When it comes to the widespread use of Artificial Intelligence (AI) we’ve been fooled before. In the 1970s major investments to develop computers that could understand humans fizzled out. In the 1990s, Japanese scientists tried to build similar systems, but they never caught on in the marketplace. Now, IBM has opened their cognitive computing system called Watson to the developer community in the hope that by making this technology readily available, it will fulfill the promise of human and machine interaction.

The results show potential, but the move has not yet improved IBM’s rocky financial picture.

The company says Watson is boasting strong growth, but IBM recently reported its 18th straight quarter of declining earnings. The company’s CEO – Ginni Rometty – steadfastly believes that Watson will have a huge impact in both the business and consumer worlds, telling a group of developers in San Francisco this week, “We believe that by the end of next year, one billion people will be touched by Watson.”

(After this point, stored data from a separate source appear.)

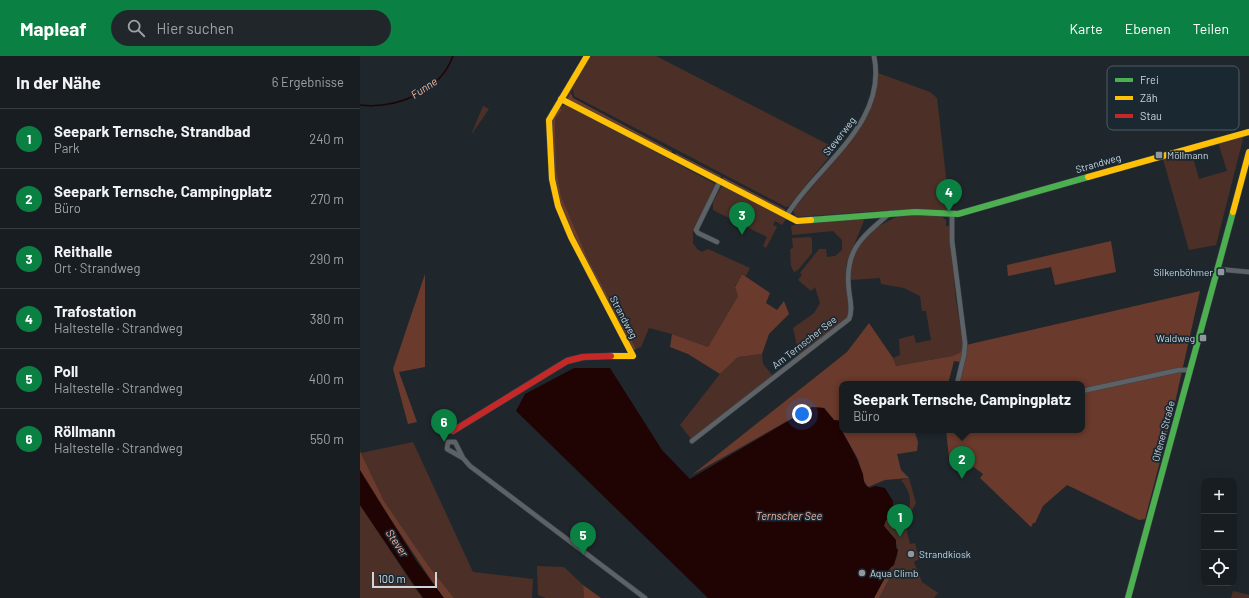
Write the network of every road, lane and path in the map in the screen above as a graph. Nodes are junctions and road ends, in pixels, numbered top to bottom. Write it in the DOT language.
graph roads {
  1 [pos="587,56"];
  2 [pos="874,56"];
  3 [pos="561,99"];
  4 [pos="1249,132"];
  5 [pos="1249,153"];
  6 [pos="720,181"];
  7 [pos="890,213"];
  8 [pos="952,214"];
  9 [pos="787,215"];
  10 [pos="717,242"];
  11 [pos="1217,269"];
  12 [pos="1249,272"];
  13 [pos="1190,370"];
  14 [pos="958,381"];
  15 [pos="1085,390"];
  16 [pos="453,431"];
  17 [pos="692,441"];
  18 [pos="463,458"];
  19 [pos="645,598"];
  20 [pos="1128,598"];
  1 -- 3 [label="street"];
  2 -- 9 [label="street, Steverweg"];
  3 -- 6 [label="street, Strandweg"];
  3 -- 16 [label="street, Strandweg"];
  4 -- 8 [label="street, Strandweg"];
  5 -- 11 [label="street, Olfener Straße"];
  6 -- 9 [label="street, Strandweg"];
  6 -- 10 [label="street"];
  7 -- 8 [label="street, Strandweg"];
  7 -- 9 [label="street, Strandweg"];
  7 -- 17 [label="street, Am Ternscher See"];
  8 -- 14 [label="street"];
  11 -- 12 [label="street"];
  11 -- 13 [label="street, Olfener Straße"];
  13 -- 15 [label="street"];
  13 -- 20 [label="street, Olfener Straße"];
  18 -- 19 [label="street"];
}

IBM got big boost when computer won on a game show

Watson was originally developed in the mid-2000s as a project to demonstrate the power of machine learning on the "Jeopardy" game show, where IBM’s computer competed with two top contestants to correctly guess the question for statements such as “Disneyland opens and the Peace symbol is created.” (Correct question: “What happened in the 1950s?”).

The computer won and recent advances in data management coupled with increased computational power have created a situation where artificial intelligence has a chance to become more widely accepted and thrive.

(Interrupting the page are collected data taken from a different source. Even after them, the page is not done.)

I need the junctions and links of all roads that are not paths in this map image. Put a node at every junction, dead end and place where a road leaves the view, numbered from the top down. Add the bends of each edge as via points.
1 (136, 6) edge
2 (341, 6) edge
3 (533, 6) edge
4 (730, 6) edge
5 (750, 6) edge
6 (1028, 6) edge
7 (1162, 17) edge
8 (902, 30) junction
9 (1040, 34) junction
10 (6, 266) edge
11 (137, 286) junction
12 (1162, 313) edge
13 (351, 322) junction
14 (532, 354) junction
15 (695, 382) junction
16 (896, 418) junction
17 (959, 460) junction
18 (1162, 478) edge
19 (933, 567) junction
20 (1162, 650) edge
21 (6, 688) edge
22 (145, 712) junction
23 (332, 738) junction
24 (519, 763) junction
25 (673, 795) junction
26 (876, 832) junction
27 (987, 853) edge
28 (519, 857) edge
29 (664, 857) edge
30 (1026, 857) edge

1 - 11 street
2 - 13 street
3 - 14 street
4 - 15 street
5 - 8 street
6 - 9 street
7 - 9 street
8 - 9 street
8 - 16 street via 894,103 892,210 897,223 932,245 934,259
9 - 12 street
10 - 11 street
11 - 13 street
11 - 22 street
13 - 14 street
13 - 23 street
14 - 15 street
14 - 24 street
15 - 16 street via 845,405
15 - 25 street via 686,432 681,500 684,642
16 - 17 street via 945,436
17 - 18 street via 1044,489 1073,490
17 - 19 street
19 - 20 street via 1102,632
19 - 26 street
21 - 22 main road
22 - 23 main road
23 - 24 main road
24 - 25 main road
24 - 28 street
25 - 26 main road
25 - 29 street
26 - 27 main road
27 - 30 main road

Several of the use cases presented at the IBM-sponsored Watson Developer Conference this week show that computer researchers are coming up with some unusual ways to integrate artificial intelligence into our daily lives.

Josh Browder, a Stanford student, created an app that he described in a presentation at the conference as “the world’s fastest robot lawyer.” Browder’s program draws on Watson to gather basic facts about a parking ticket and then generates a generic appeal letter which cites case law to have the citation dismissed. According to Browder, his app has resulted in the dismissal of 190,000 tickets to-date.

Watson is also being used by Ashok Goel, a professor at Georgia Tech, to serve as a teaching assistant for his programming course. Goel’s students were unaware that they were messaging with a computer disguised as “Jill Watson” throughout the semester until he told them at the end of the course.

Watson plays role in Olympics and healthcare

IBM’s system played a role in last summer’s Olympic Games when it was used by the U.S. women’s speed cycling team as a training tool. Olympic coach Neal Henderson described how he used Watson to analyze and track key data points generated from sensors on each athlete and bike. The U.S. team won a silver medal.

The San Francisco conference also offered a look at how Watson is being deployed in healthcare.

Watson for Oncology is a joint effort between IBM and the Sloan Kettering Cancer Center in New York to train computers so they can analyze specific cancer data the same way as the clinic’s specialists. The goal is to enable remote treatment and care that draws on the high-level expertise of Sloan Kettering’s doctors.

According to IBM’s Rometty, the uses of Watson across many different platforms are only the beginning. If she’s right, then artificial intelligence will have finally arrived.